▸ **DESCRIPTION OF THE TASK**
Scan the entries below for the word "Lumsden", then copy each line that holds it.

Stored data:
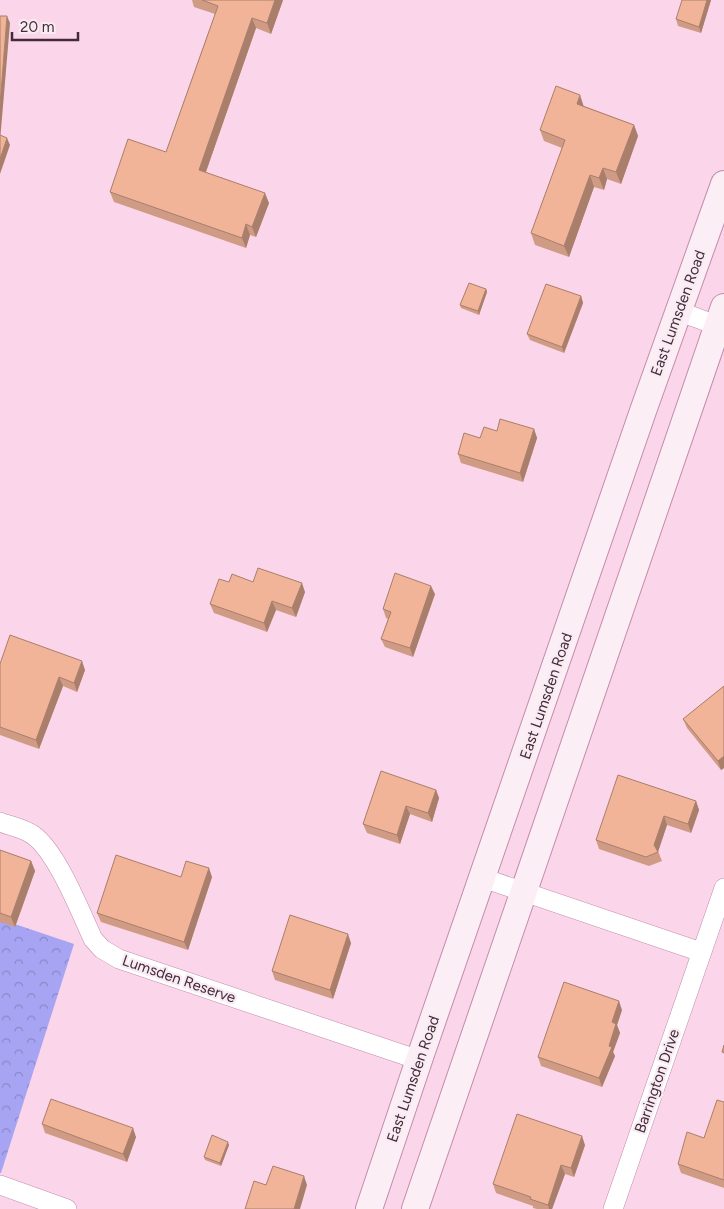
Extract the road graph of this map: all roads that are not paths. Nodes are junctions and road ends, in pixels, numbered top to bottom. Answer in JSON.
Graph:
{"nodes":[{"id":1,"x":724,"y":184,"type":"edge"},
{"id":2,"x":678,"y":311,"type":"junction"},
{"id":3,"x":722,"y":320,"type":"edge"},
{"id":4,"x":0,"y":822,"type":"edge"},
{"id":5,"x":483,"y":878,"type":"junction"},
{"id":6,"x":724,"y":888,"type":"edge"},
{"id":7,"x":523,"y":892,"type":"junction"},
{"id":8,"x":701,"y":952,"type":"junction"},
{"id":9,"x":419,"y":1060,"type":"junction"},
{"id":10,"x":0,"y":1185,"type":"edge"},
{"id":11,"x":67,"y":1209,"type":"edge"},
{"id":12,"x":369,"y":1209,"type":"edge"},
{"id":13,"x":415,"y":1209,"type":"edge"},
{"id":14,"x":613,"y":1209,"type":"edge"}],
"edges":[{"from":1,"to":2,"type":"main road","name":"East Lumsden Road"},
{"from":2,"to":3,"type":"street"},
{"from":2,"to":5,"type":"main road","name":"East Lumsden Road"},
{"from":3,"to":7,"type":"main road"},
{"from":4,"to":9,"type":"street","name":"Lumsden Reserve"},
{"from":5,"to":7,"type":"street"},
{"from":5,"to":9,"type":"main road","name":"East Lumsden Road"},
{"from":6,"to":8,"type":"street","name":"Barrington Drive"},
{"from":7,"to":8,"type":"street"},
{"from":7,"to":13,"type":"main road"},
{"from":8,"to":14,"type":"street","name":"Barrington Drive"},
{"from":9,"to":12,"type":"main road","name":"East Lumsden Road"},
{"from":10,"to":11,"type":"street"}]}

▸ **SOLUTION**
"edges":[{"from":1,"to":2,"type":"main road","name":"East Lumsden Road"},
{"from":2,"to":5,"type":"main road","name":"East Lumsden Road"},
{"from":4,"to":9,"type":"street","name":"Lumsden Reserve"},
{"from":5,"to":9,"type":"main road","name":"East Lumsden Road"},
{"from":9,"to":12,"type":"main road","name":"East Lumsden Road"},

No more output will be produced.